Give the lines again exactly as they appear, from the first line of the listing through the line containing "cairo_restore(ctx);", and omit every picture.
────────────────
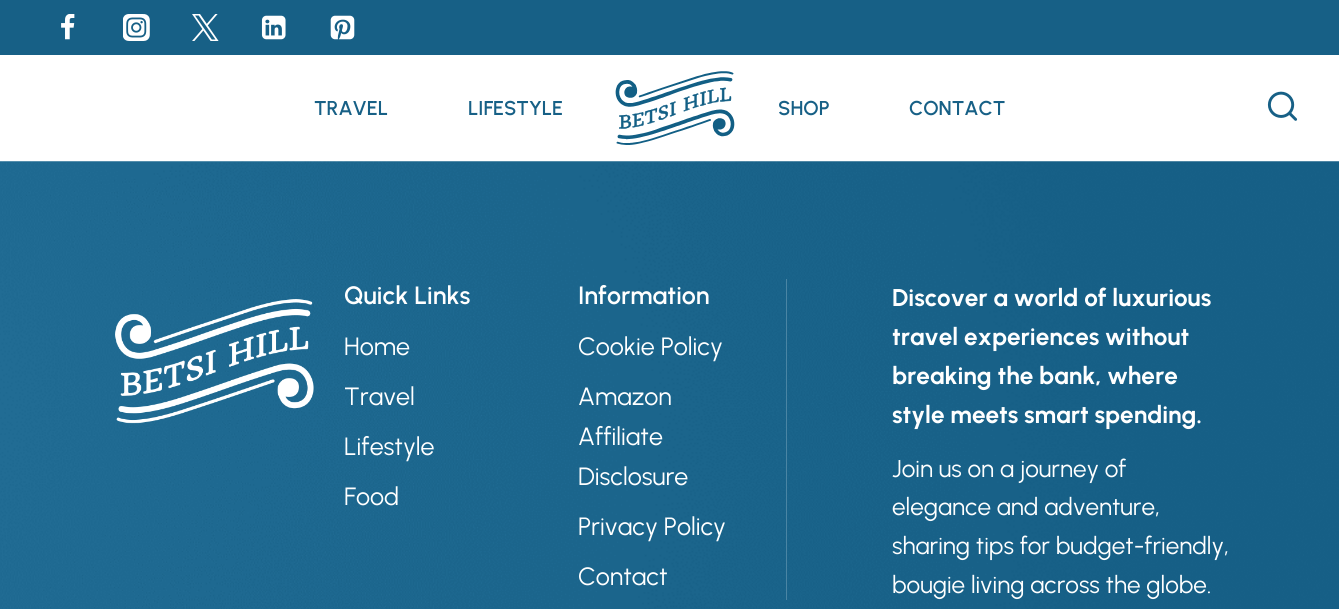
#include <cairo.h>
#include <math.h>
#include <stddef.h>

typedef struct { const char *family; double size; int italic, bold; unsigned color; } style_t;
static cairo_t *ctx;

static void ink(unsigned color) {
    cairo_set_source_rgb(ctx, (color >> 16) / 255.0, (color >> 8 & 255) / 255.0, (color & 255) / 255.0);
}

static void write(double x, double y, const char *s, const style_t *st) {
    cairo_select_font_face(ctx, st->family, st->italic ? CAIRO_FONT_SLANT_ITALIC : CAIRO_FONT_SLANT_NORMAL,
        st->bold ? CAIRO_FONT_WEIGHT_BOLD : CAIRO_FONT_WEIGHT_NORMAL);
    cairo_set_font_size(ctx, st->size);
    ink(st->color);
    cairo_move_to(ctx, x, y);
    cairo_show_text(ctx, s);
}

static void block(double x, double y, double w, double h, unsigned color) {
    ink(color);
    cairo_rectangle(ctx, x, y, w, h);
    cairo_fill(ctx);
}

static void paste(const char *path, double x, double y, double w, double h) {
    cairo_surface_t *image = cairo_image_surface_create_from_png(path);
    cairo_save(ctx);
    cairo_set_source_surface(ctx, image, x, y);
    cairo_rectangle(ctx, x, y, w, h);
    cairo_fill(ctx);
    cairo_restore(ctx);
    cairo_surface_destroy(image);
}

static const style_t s1 = {"Urbanist SemiBold", 20, 0, 0, 0x176086};
static const style_t s2 = {"Urbanist SemiBold", 25, 0, 0, 0xffffff};
static const style_t s3 = {"Urbanist", 25, 0, 0, 0xffffff};
static const style_t s4 = {"Urbanist", 24.25, 0, 1, 0xffffff};
static const style_t s5 = {"Urbanist", 24.25, 0, 0, 0xffffff};

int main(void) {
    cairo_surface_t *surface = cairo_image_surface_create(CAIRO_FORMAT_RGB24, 1339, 609);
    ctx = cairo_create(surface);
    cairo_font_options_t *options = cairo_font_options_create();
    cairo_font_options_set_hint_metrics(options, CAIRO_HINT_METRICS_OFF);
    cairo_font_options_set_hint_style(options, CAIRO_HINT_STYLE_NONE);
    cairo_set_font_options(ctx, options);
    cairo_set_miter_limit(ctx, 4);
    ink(0xffffff);
    cairo_paint(ctx);
    block(0, 0, 1339, 55, 0x176086);
    paste("pic1.png", 61, 14, 14, 26);
    paste("pic2.png", 123, 14, 27, 27);
    paste("pic3.png", 192, 14, 27, 27);
    paste("pic4.png", 261, 15, 25, 25);
    paste("pic5.png", 330, 15, 25, 25);
    write(314, 115, "TRAVEL", &s1);
    write(468, 115, "LIFESTYLE", &s1);
    paste("pic6.png", 615, 71, 120, 74);
    write(778, 115, "SHOP", &s1);
    write(909, 115, "CONTACT", &s1);
    paste("pic7.png", 1267, 91, 31, 30);
    paste("pic8.png", 0, 161, 1339, 448);
    paste("pic9.png", 115, 299, 199, 125);
    write(344, 304, "Quick Links", &s2);
    write(344, 355, "Home", &s3);
    write(344, 405, "Travel", &s3);
    write(344, 455, "Lifestyle", &s3);
    write(344, 505, "Food", &s3);
    block(786, 279, 1, 321, 0x4a85a4);
    write(578, 304, "Information", &s2);
    write(578, 355, "Cookie Policy", &s3);
    write(578, 405, "Amazon", &s3);
    write(578, 445, "Affiliate", &s3);
    write(578, 485, "Disclosure", &s3);
    write(578, 535, "Privacy Policy", &s3);
    write(578, 585, "Contact", &s3);
    write(892, 306, "Discover a world of luxurious", &s4);
    write(892, 345, "travel experiences without", &s4);
    write(892, 384, "breaking the bank, where", &s4);
    write(892, 423, "style meets smart spending.", &s4);
    write(892, 477, "Join us on a journey of", &s5);
    write(892, 515, "elegance and adventure,", &s5);
    write(892, 554, "sharing tips for budget-friendly,", &s5);
    write(892, 593, "bougie living across the globe.", &s5);
    cairo_surface_write_to_png(surface, "screenshot.png");
    cairo_font_options_destroy(options);
    cairo_destroy(ctx);
    cairo_surface_destroy(surface);
    return 0;
}
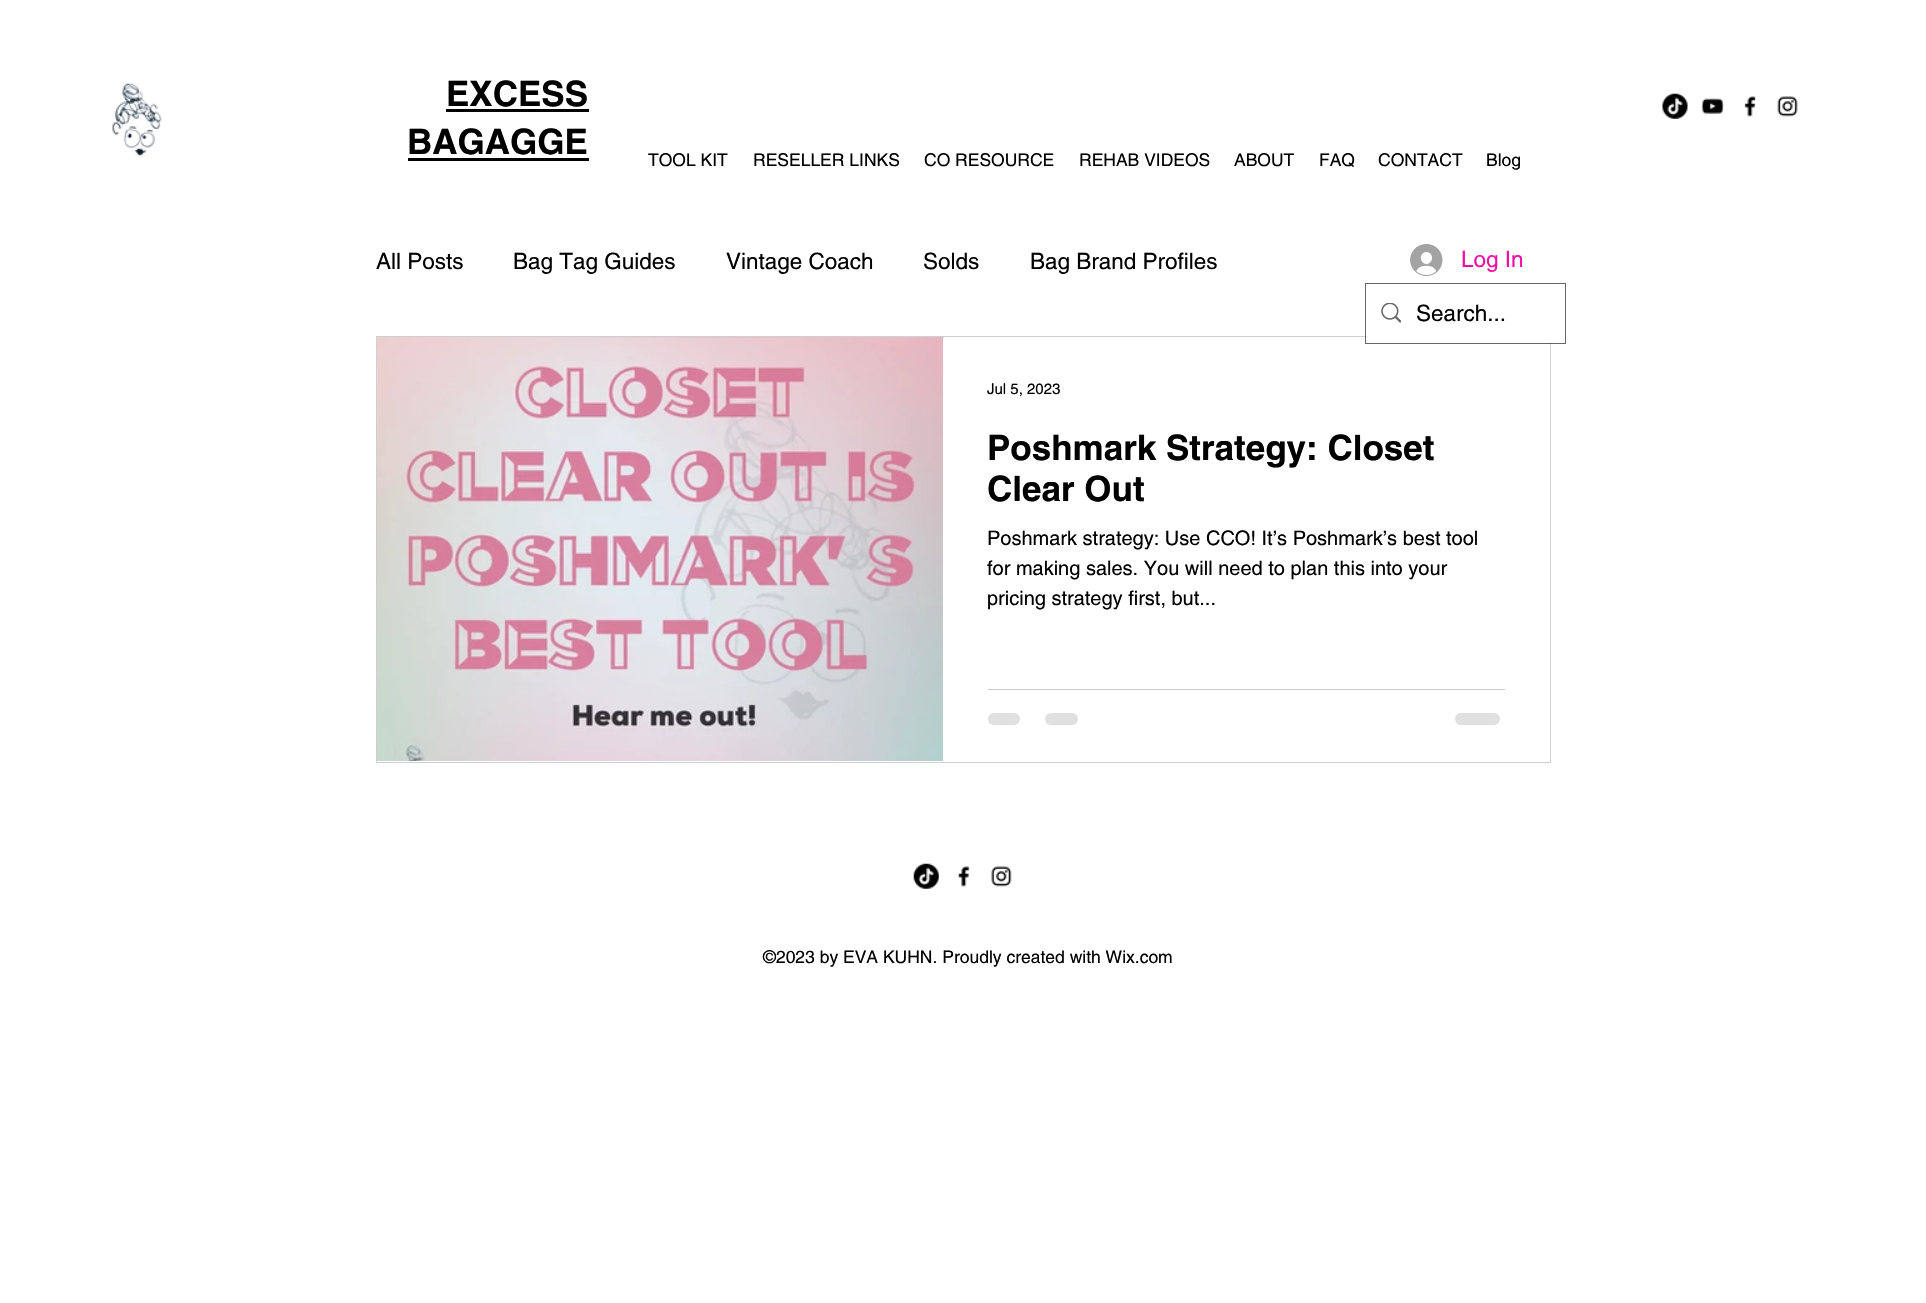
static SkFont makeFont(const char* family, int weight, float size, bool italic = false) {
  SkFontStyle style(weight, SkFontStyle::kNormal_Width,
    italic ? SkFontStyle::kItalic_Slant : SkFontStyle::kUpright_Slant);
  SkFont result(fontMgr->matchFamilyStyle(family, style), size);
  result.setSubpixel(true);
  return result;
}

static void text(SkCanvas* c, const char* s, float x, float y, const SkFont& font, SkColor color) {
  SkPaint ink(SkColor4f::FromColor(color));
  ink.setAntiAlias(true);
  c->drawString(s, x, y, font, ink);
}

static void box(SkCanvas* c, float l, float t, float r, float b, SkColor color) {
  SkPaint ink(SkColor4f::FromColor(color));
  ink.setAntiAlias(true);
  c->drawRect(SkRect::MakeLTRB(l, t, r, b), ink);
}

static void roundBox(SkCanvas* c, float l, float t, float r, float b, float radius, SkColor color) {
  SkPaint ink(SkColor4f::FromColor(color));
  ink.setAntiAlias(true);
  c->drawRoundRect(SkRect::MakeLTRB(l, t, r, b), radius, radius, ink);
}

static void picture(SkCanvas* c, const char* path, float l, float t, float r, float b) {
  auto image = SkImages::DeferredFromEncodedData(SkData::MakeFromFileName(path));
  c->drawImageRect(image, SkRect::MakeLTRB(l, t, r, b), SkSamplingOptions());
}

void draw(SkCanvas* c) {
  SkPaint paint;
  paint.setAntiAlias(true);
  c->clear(0xffffffff);
  SkFont face1 = makeFont("helvetica", 700, 35);
  text(c, "EXCESS", 446, 106, face1, 0xff000000);
  box(c, 446, 109, 589, 112, 0xff000000);
  text(c, "BAGAGGE", 407, 154, face1, 0xff000000);
  box(c, 408, 158, 589, 161, 0xff000000);
  picture(c, "img_01.png", 112, 82, 162, 157);
  picture(c, "img_02.png", 1662, 93, 1688, 119);
  picture(c, "img_03.png", 1701, 98, 1724, 114);
  picture(c, "img_04.png", 1744, 96, 1756, 117);
  picture(c, "img_05.png", 1777, 96, 1798, 117);
  SkFont face2 = makeFont("helvetica", 400, 17.5f);
  text(c, "TOOL KIT", 648, 166, face2, 0xff000000);
  text(c, "RESELLER LINKS", 753, 166, face2, 0xff000000);
  text(c, "CO RESOURCE", 924, 166, face2, 0xff000000);
  text(c, "REHAB VIDEOS", 1079, 166, face2, 0xff000000);
  text(c, "ABOUT", 1234, 166, face2, 0xff000000);
  text(c, "FAQ", 1319, 166, face2, 0xff000000);
  text(c, "CONTACT", 1378, 166, face2, 0xff000000);
  text(c, "Blog", 1486, 166, face2, 0xff000000);
  SkFont face3 = makeFont("helvetica", 400, 22.5f);
  text(c, "All Posts", 376, 269, face3, 0xff000000);
  text(c, "Bag Tag Guides", 513, 269, face3, 0xff000000);
  text(c, "Vintage Coach", 726, 269, face3, 0xff000000);
  text(c, "Solds", 923, 269, face3, 0xff000000);
  text(c, "Bag Brand Profiles", 1030, 269, face3, 0xff000000);
  paint.setStyle(SkPaint::kStroke_Style);
  paint.setStrokeWidth(1);
  paint.setColor(0xffcfcfcf);
  c->drawRect(SkRect::MakeLTRB(376.5f, 336.5f, 1550.5f, 762.5f), paint);
  picture(c, "img_06.png", 377, 337, 944, 761);
  picture(c, "img_07.png", 378, 338, 943, 761);
  box(c, 943, 338, 944, 761, 0xffffffff);
  SkFont face4 = makeFont("helvetica", 400, 15);
  text(c, "Jul 5, 2023", 987, 394, face4, 0xff000000);
  text(c, "Poshmark Strategy: Closet", 987, 460, face1, 0xff000000);
  text(c, "Clear Out", 987, 501, face1, 0xff000000);
  SkFont face5 = makeFont("helvetica", 400, 20);
  text(c, "Poshmark strategy: Use CCO! It’s Poshmark’s best tool", 987, 545, face5, 0xff000000);
  text(c, "for making sales. You will need to plan this into your", 987, 575, face5, 0xff000000);
  text(c, "pricing strategy first, but...", 987, 605, face5, 0xff000000);
  box(c, 988, 689, 1505, 690, 0xffcccccc);
  roundBox(c, 988, 713, 1020, 725, 6, 0xffe0e0e0);
  roundBox(c, 1045, 713, 1078, 725, 6, 0xffe0e0e0);
  roundBox(c, 1455, 713, 1500, 725, 6, 0xffe0e0e0);
  picture(c, "img_08.png", 1410, 244, 1443, 276);
  text(c, "Log In", 1461, 267, face3, 0xfff20ca6);
  paint.setColor(0x99000000);
  c->drawRect(SkRect::MakeLTRB(1365.5f, 283.5f, 1565.5f, 343.5f), paint);
  box(c, 1366, 336, 1551, 343, 0xffffffff);
  picture(c, "img_09.png", 1381, 303, 1401, 323);
  text(c, "Search...", 1416, 321, face3, 0xff000000);
  picture(c, "img_10.png", 913, 863, 939, 889);
  picture(c, "img_11.png", 958, 866, 970, 887);
  picture(c, "img_12.png", 991, 866, 1012, 887);
  text(c, "©2023 by EVA KUHN. Proudly created with Wix.com", 763, 963, face2, 0xff000000);
}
────────────────
OUTPUT =
#include <cairo.h>
#include <math.h>
#include <stddef.h>

typedef struct { const char *family; double size; int italic, bold; unsigned color; } style_t;
static cairo_t *ctx;

static void ink(unsigned color) {
    cairo_set_source_rgb(ctx, (color >> 16) / 255.0, (color >> 8 & 255) / 255.0, (color & 255) / 255.0);
}

static void write(double x, double y, const char *s, const style_t *st) {
    cairo_select_font_face(ctx, st->family, st->italic ? CAIRO_FONT_SLANT_ITALIC : CAIRO_FONT_SLANT_NORMAL,
        st->bold ? CAIRO_FONT_WEIGHT_BOLD : CAIRO_FONT_WEIGHT_NORMAL);
    cairo_set_font_size(ctx, st->size);
    ink(st->color);
    cairo_move_to(ctx, x, y);
    cairo_show_text(ctx, s);
}

static void block(double x, double y, double w, double h, unsigned color) {
    ink(color);
    cairo_rectangle(ctx, x, y, w, h);
    cairo_fill(ctx);
}

static void paste(const char *path, double x, double y, double w, double h) {
    cairo_surface_t *image = cairo_image_surface_create_from_png(path);
    cairo_save(ctx);
    cairo_set_source_surface(ctx, image, x, y);
    cairo_rectangle(ctx, x, y, w, h);
    cairo_fill(ctx);
    cairo_restore(ctx);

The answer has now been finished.